Step 3: Finally, get the total effect of $$T$$ on $$Y$$:

$$(\beta_{T \rightarrow M} \cdot \beta_{M \rightarrow Y}) + (\beta_{T \rightarrow N} \cdot \beta_{N \rightarrow Y})$$

Pearl’s estimation strategy invokes two assumptions:

1. Exhaustiveness: We must know all the causal pathways that connect $$T$$ to $$Y$$. That is: the conditioning variables ($$M$$ and $$N$$) intercept all directed paths from the causal variable $$T$$ to the outcome variable $$Y$$.

Intuition: Say we do not observe $$N$$, so $$T \rightarrow M \rightarrow Y$$ is not exhaustive. This is a problem because $$\beta_{T \rightarrow N}$$ and $$\beta_{N \rightarrow Y}$$ cannot be estimated; and thus the full causal effect of $$T$$ on $$Y$$ cannot be retrieved.

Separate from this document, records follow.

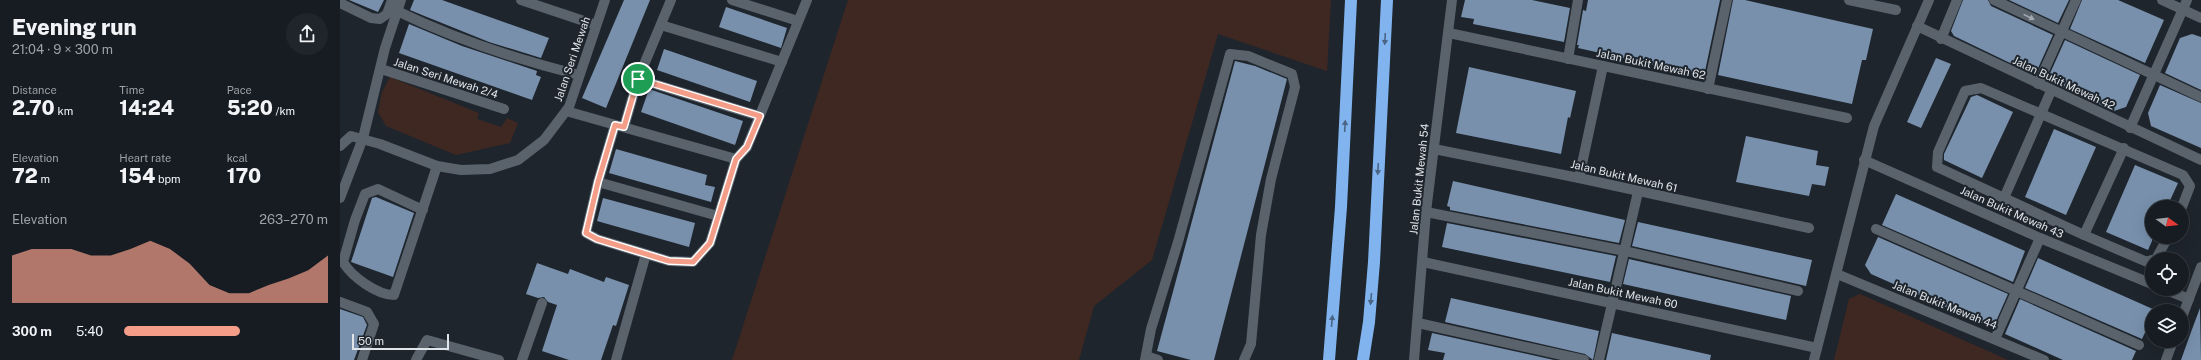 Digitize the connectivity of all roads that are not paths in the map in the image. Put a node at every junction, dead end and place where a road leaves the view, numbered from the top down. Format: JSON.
{"nodes":[{"id":1,"x":392,"y":0,"type":"edge"},
{"id":2,"x":401,"y":0,"type":"edge"},
{"id":3,"x":521,"y":0,"type":"edge"},
{"id":4,"x":605,"y":0,"type":"edge"},
{"id":5,"x":671,"y":0,"type":"edge"},
{"id":6,"x":732,"y":0,"type":"edge"},
{"id":7,"x":807,"y":0,"type":"edge"},
{"id":8,"x":1351,"y":0,"type":"edge"},
{"id":9,"x":1387,"y":0,"type":"edge"},
{"id":10,"x":1452,"y":0,"type":"edge"},
{"id":11,"x":1578,"y":0,"type":"edge"},
{"id":12,"x":1727,"y":0,"type":"edge"},
{"id":13,"x":1849,"y":0,"type":"edge"},
{"id":14,"x":1929,"y":0,"type":"edge"},
{"id":15,"x":1957,"y":0,"type":"edge"},
{"id":16,"x":1994,"y":0,"type":"edge"},
{"id":17,"x":2076,"y":0,"type":"edge"},
{"id":18,"x":2162,"y":0,"type":"edge"},
{"id":19,"x":2187,"y":0,"type":"edge"},
{"id":20,"x":340,"y":3,"type":"edge"},
{"id":21,"x":1896,"y":10,"type":"dead end"},
{"id":22,"x":2182,"y":10,"type":"junction"},
{"id":23,"x":397,"y":11,"type":"junction"},
{"id":24,"x":2201,"y":18,"type":"edge"},
{"id":25,"x":798,"y":20,"type":"junction"},
{"id":26,"x":596,"y":25,"type":"junction"},
{"id":27,"x":661,"y":25,"type":"junction"},
{"id":28,"x":1917,"y":26,"type":"junction"},
{"id":29,"x":2061,"y":32,"type":"junction"},
{"id":30,"x":1449,"y":33,"type":"junction"},
{"id":31,"x":1941,"y":39,"type":"junction"},
{"id":32,"x":1568,"y":59,"type":"junction"},
{"id":33,"x":782,"y":62,"type":"junction"},
{"id":34,"x":1603,"y":66,"type":"junction"},
{"id":35,"x":381,"y":69,"type":"junction"},
{"id":36,"x":580,"y":74,"type":"junction"},
{"id":37,"x":2154,"y":74,"type":"junction"},
{"id":38,"x":638,"y":79,"type":"junction"},
{"id":39,"x":2038,"y":84,"type":"junction"},
{"id":40,"x":1708,"y":89,"type":"junction"},
{"id":41,"x":2051,"y":90,"type":"junction"},
{"id":42,"x":2201,"y":97,"type":"edge"},
{"id":43,"x":504,"y":109,"type":"dead end"},
{"id":44,"x":566,"y":111,"type":"junction"},
{"id":45,"x":2042,"y":113,"type":"junction"},
{"id":46,"x":760,"y":116,"type":"junction"},
{"id":47,"x":1847,"y":118,"type":"dead end"},
{"id":48,"x":620,"y":126,"type":"junction"},
{"id":49,"x":2130,"y":128,"type":"junction"},
{"id":50,"x":363,"y":138,"type":"junction"},
{"id":51,"x":340,"y":146,"type":"edge"},
{"id":52,"x":2124,"y":148,"type":"junction"},
{"id":53,"x":1434,"y":149,"type":"junction"},
{"id":54,"x":736,"y":159,"type":"junction"},
{"id":55,"x":1864,"y":160,"type":"junction"},
{"id":56,"x":2201,"y":160,"type":"edge"},
{"id":57,"x":437,"y":166,"type":"junction"},
{"id":58,"x":1579,"y":178,"type":"junction"},
{"id":59,"x":598,"y":182,"type":"junction"},
{"id":60,"x":1638,"y":192,"type":"junction"},
{"id":61,"x":340,"y":198,"type":"edge"},
{"id":62,"x":2004,"y":198,"type":"junction"},
{"id":63,"x":2185,"y":200,"type":"edge"},
{"id":64,"x":423,"y":210,"type":"junction"},
{"id":65,"x":1426,"y":212,"type":"junction"},
{"id":66,"x":718,"y":216,"type":"junction"},
{"id":67,"x":1809,"y":228,"type":"dead end"},
{"id":68,"x":1876,"y":230,"type":"dead end"},
{"id":69,"x":2084,"y":235,"type":"junction"},
{"id":70,"x":2040,"y":238,"type":"junction"},
{"id":71,"x":1625,"y":251,"type":"junction"},
{"id":72,"x":646,"y":254,"type":"junction"},
{"id":73,"x":2145,"y":261,"type":"edge"},
{"id":74,"x":1423,"y":262,"type":"junction"},
{"id":75,"x":2201,"y":267,"type":"edge"},
{"id":76,"x":1837,"y":274,"type":"junction"},
{"id":77,"x":2145,"y":281,"type":"edge"},
{"id":78,"x":1798,"y":291,"type":"dead end"},
{"id":79,"x":2017,"y":291,"type":"junction"},
{"id":80,"x":2182,"y":296,"type":"edge"},
{"id":81,"x":2189,"y":299,"type":"junction"},
{"id":82,"x":340,"y":302,"type":"edge"},
{"id":83,"x":1613,"y":302,"type":"junction"},
{"id":84,"x":542,"y":303,"type":"dead end"},
{"id":85,"x":2187,"y":304,"type":"edge"},
{"id":86,"x":1418,"y":323,"type":"junction"},
{"id":87,"x":1995,"y":339,"type":"junction"},
{"id":88,"x":2139,"y":345,"type":"dead end"},
{"id":89,"x":1817,"y":348,"type":"junction"},
{"id":90,"x":2170,"y":348,"type":"edge"},
{"id":91,"x":1145,"y":358,"type":"edge"},
{"id":92,"x":362,"y":360,"type":"edge"},
{"id":93,"x":416,"y":360,"type":"edge"},
{"id":94,"x":499,"y":360,"type":"edge"},
{"id":95,"x":522,"y":360,"type":"edge"},
{"id":96,"x":616,"y":360,"type":"edge"},
{"id":97,"x":1158,"y":360,"type":"edge"},
{"id":98,"x":1244,"y":360,"type":"edge"},
{"id":99,"x":1329,"y":360,"type":"edge"},
{"id":100,"x":1363,"y":360,"type":"edge"},
{"id":101,"x":1414,"y":360,"type":"edge"},
{"id":102,"x":1584,"y":360,"type":"edge"},
{"id":103,"x":1599,"y":360,"type":"edge"},
{"id":104,"x":1814,"y":360,"type":"edge"},
{"id":105,"x":2044,"y":360,"type":"edge"},
{"id":106,"x":2166,"y":360,"type":"edge"}],
"edges":[{"from":1,"to":20,"type":"street"},
{"from":2,"to":23,"type":"street"},
{"from":3,"to":26,"type":"street"},
{"from":4,"to":26,"type":"street","name":"Jalan Seri Mewah"},
{"from":5,"to":27,"type":"street"},
{"from":6,"to":25,"type":"street"},
{"from":7,"to":25,"type":"street"},
{"from":99,"to":8,"type":"highway","one_way":true},
{"from":9,"to":100,"type":"highway","one_way":true},
{"from":10,"to":30,"type":"street","name":"Jalan Bukit Mewah 54"},
{"from":11,"to":32,"type":"street"},
{"from":12,"to":40,"type":"street"},
{"from":13,"to":21,"type":"street"},
{"from":14,"to":28,"type":"street"},
{"from":15,"to":31,"type":"street"},
{"from":16,"to":29,"type":"street","one_way":true},
{"from":17,"to":29,"type":"street"},
{"from":18,"to":22,"type":"street"},
{"from":19,"to":22,"type":"street"},
{"from":22,"to":24,"type":"street"},
{"from":22,"to":37,"type":"street"},
{"from":23,"to":35,"type":"street"},
{"from":23,"to":36,"type":"street"},
{"from":25,"to":33,"type":"street"},
{"from":26,"to":36,"type":"street","name":"Jalan Seri Mewah"},
{"from":27,"to":33,"type":"street"},
{"from":27,"to":38,"type":"street"},
{"from":28,"to":31,"type":"street","name":"Jalan Bukit Mewah 42"},
{"from":28,"to":55,"type":"street"},
{"from":29,"to":37,"type":"street"},
{"from":29,"to":39,"type":"street"},
{"from":30,"to":32,"type":"street","name":"Jalan Bukit Mewah 62"},
{"from":30,"to":53,"type":"street","name":"Jalan Bukit Mewah 54"},
{"from":31,"to":39,"type":"street","name":"Jalan Bukit Mewah 42"},
{"from":32,"to":34,"type":"street","name":"Jalan Bukit Mewah 62"},
{"from":33,"to":46,"type":"street"},
{"from":34,"to":40,"type":"street","name":"Jalan Bukit Mewah 62"},
{"from":34,"to":58,"type":"street"},
{"from":35,"to":43,"type":"street","name":"Jalan Seri Mewah 2/4"},
{"from":35,"to":50,"type":"street"},
{"from":36,"to":44,"type":"street","name":"Jalan Seri Mewah"},
{"from":37,"to":42,"type":"street"},
{"from":37,"to":49,"type":"street"},
{"from":38,"to":46,"type":"street"},
{"from":38,"to":48,"type":"street"},
{"from":39,"to":41,"type":"street","name":"Jalan Bukit Mewah 42"},
{"from":40,"to":47,"type":"street","name":"Jalan Bukit Mewah 62"},
{"from":41,"to":45,"type":"street"},
{"from":41,"to":49,"type":"street","name":"Jalan Bukit Mewah 42"},
{"from":44,"to":48,"type":"street"},
{"from":44,"to":57,"type":"street","name":"Jalan Seri Mewah"},
{"from":45,"to":52,"type":"street"},
{"from":45,"to":62,"type":"street"},
{"from":45,"to":62,"type":"street"},
{"from":46,"to":54,"type":"street"},
{"from":48,"to":54,"type":"street"},
{"from":48,"to":59,"type":"street"},
{"from":49,"to":56,"type":"street","name":"Jalan Bukit Mewah 42"},
{"from":50,"to":51,"type":"street"},
{"from":50,"to":57,"type":"street","name":"Jalan Seri Mewah"},
{"from":50,"to":61,"type":"street"},
{"from":52,"to":63,"type":"street"},
{"from":52,"to":69,"type":"street"},
{"from":53,"to":58,"type":"street","name":"Jalan Bukit Mewah 61"},
{"from":53,"to":65,"type":"street","name":"Jalan Bukit Mewah 54"},
{"from":54,"to":66,"type":"street"},
{"from":55,"to":70,"type":"street","name":"Jalan Bukit Mewah 43"},
{"from":55,"to":76,"type":"street"},
{"from":57,"to":64,"type":"street"},
{"from":58,"to":60,"type":"street","name":"Jalan Bukit Mewah 61"},
{"from":59,"to":66,"type":"street"},
{"from":59,"to":72,"type":"street"},
{"from":60,"to":67,"type":"street","name":"Jalan Bukit Mewah 61"},
{"from":60,"to":71,"type":"street"},
{"from":62,"to":69,"type":"street"},
{"from":64,"to":64,"type":"street"},
{"from":65,"to":71,"type":"street"},
{"from":65,"to":74,"type":"street","name":"Jalan Bukit Mewah 54"},
{"from":66,"to":72,"type":"street"},
{"from":68,"to":79,"type":"street"},
{"from":69,"to":73,"type":"street"},
{"from":70,"to":77,"type":"street","name":"Jalan Bukit Mewah 43"},
{"from":70,"to":79,"type":"street"},
{"from":71,"to":78,"type":"street"},
{"from":71,"to":83,"type":"street"},
{"from":72,"to":96,"type":"street"},
{"from":74,"to":83,"type":"street","name":"Jalan Bukit Mewah 60"},
{"from":74,"to":86,"type":"street","name":"Jalan Bukit Mewah 54"},
{"from":75,"to":81,"type":"street"},
{"from":76,"to":87,"type":"street","name":"Jalan Bukit Mewah 44"},
{"from":76,"to":89,"type":"street"},
{"from":79,"to":87,"type":"street"},
{"from":79,"to":88,"type":"street"},
{"from":80,"to":81,"type":"street"},
{"from":81,"to":85,"type":"street"},
{"from":82,"to":92,"type":"street"},
{"from":83,"to":89,"type":"street","name":"Jalan Bukit Mewah 60"},
{"from":83,"to":103,"type":"street"},
{"from":84,"to":95,"type":"street"},
{"from":86,"to":101,"type":"street","name":"Jalan Bukit Mewah 54"},
{"from":86,"to":102,"type":"street"},
{"from":87,"to":105,"type":"street","name":"Jalan Bukit Mewah 44"},
{"from":89,"to":104,"type":"street"},
{"from":90,"to":106,"type":"street"},
{"from":91,"to":97,"type":"street"},
{"from":91,"to":98,"type":"street"},
{"from":93,"to":94,"type":"street"}]}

1. Isolation: The mechanisms ($$T \rightarrow M \rightarrow Y$$ and $$T \rightarrow N \rightarrow Y$$) should be “isolated” from all unblocked backdoor paths so that we can recover the full causal effect. This implies two things:

1. There are no unblocked back-door paths connecting $$T$$ and the mediators ($$M$$ and $$N$$)

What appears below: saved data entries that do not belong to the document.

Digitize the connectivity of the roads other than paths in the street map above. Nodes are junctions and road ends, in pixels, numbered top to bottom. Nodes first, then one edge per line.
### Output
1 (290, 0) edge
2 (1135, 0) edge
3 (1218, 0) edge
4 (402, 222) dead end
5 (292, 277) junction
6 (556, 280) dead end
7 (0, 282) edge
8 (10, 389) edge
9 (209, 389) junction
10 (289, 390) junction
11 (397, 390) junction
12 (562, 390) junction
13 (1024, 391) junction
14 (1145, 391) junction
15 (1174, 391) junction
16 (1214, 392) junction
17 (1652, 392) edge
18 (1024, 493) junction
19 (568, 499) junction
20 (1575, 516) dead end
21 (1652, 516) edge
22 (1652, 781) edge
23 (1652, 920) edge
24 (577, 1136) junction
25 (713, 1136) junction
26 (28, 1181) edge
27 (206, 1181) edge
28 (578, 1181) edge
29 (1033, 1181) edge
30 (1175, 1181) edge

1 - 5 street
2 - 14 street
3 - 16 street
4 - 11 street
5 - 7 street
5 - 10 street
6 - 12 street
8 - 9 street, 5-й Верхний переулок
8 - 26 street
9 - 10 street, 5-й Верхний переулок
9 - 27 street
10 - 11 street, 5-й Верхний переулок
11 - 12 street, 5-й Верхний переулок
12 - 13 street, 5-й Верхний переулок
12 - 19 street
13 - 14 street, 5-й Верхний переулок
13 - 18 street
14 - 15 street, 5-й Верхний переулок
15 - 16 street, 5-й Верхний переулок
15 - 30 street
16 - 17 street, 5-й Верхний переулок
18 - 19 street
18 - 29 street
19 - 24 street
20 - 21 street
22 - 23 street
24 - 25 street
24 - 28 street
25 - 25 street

2. All backdoor paths from the mediator ($$M$$ or $$N$$) to the outcome variable ($$Y$$) can be blocked by conditioning on the causal variable ($$T$$)

# Baron-Kenney equations

In regression terms, this roughly translates to estimating three models:

Model 1: $$M_i = \alpha_1 + aT_i + e_{1,i}$$ (equivalent to Step 1 in Pearl’s procedure but with one mediator)

Model 2: $$Y_i = \alpha_2 + cT_i + e_{2,i}$$ (for the total effect of $$T$$ on $$Y$$)

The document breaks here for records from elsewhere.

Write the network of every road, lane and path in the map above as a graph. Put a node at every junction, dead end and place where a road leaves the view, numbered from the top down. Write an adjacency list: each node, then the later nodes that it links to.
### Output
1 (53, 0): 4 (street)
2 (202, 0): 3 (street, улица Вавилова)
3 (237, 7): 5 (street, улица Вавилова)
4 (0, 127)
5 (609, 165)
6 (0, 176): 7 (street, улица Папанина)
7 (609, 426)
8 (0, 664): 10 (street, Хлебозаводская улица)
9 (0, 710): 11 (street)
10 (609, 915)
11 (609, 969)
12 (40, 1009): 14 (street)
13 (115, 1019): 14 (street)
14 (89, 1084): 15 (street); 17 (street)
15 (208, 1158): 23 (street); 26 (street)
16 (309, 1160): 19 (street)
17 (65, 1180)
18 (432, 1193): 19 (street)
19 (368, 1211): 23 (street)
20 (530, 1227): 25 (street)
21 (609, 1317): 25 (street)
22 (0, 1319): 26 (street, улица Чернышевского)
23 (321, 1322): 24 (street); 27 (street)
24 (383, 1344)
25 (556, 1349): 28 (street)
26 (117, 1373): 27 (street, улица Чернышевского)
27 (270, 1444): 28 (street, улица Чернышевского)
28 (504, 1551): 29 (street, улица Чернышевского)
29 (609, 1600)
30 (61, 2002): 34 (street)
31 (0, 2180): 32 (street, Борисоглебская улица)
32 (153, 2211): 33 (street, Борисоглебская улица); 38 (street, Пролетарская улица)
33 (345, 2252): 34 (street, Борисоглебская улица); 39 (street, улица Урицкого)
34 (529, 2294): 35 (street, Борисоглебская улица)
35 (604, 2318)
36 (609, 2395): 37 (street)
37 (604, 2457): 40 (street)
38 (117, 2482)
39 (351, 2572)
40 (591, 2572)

Model 3: $$Y_i = \alpha_3 + dT_i + b M_i + e_{3,i}$$ (equivalent to Step 2 in Pearl’s procedure where we condition on $$T$$ to get the effect of $$M$$ on $$Y$$).

Inputing equation 1 into 3 gives us:

$$Y_i = \alpha_3 + (d+ab)T_i + (\alpha_1 + e_{1,i})b + e_{3,i}$$

Where $$d$$ is the direct effect of $$T$$ on $$Y$$ (through paths other than $$M$$), and $$a\cdot b$$ is the indirect effect via $$M$$. The total effect $$c = d + (a \cdot b)$$.

## Critiques

1. $$E[a_i \cdot b_i] \neq E[a_i]\cdot E[b_i]$$

In both Pearl’s approach and the Baron-Kenney equations, we estimate the average effect of $$T$$ on $$M$$, and $$M$$ on $$Y$$ and multiply these coefficients to get the indirect effect. However, these effects might vary across units: for every $$i$$ $$a_i$$ captures the effect of $$T$$ on $$M$$, and $$b_i$$ the effect of $$M$$ on $$Y$$. For any given unit $$i$$ the indirect effect is:

$$a_i \times b_i$$

And averaging over all units, we get:

$$E[a_i b_i] = E[a_i] \cdot E[b_i] + Cov[a_i,b_i] = (a \cdot b) + Cov[a_i,b_i]$$

Where $$a$$ and $$b$$ are regression coefficients from models 1 and 3, which when multiplied do not give the indirect effect unless $$Cov[a_i,b_i]= 0$$ (which is only the case under constant treatment effects)

1. Model 3 provides biased estimates for several reasons. First, we condition on a post-treatment variable ($$M_i$$). Second, $$M_i$$ is non-randomly assigned and potentially related to unmeasured causes of $$Y_i$$. Formally: $$M_i \not\!\perp\!\!\!\perp e_{3,i}$$. Another way of saying this is that Pearl’s isolation condition is violated because there is an active backdoor path even after conditioning on $$T_i$$ : $$M_i \rightarrow e_{3,i} \rightarrow Y_i$$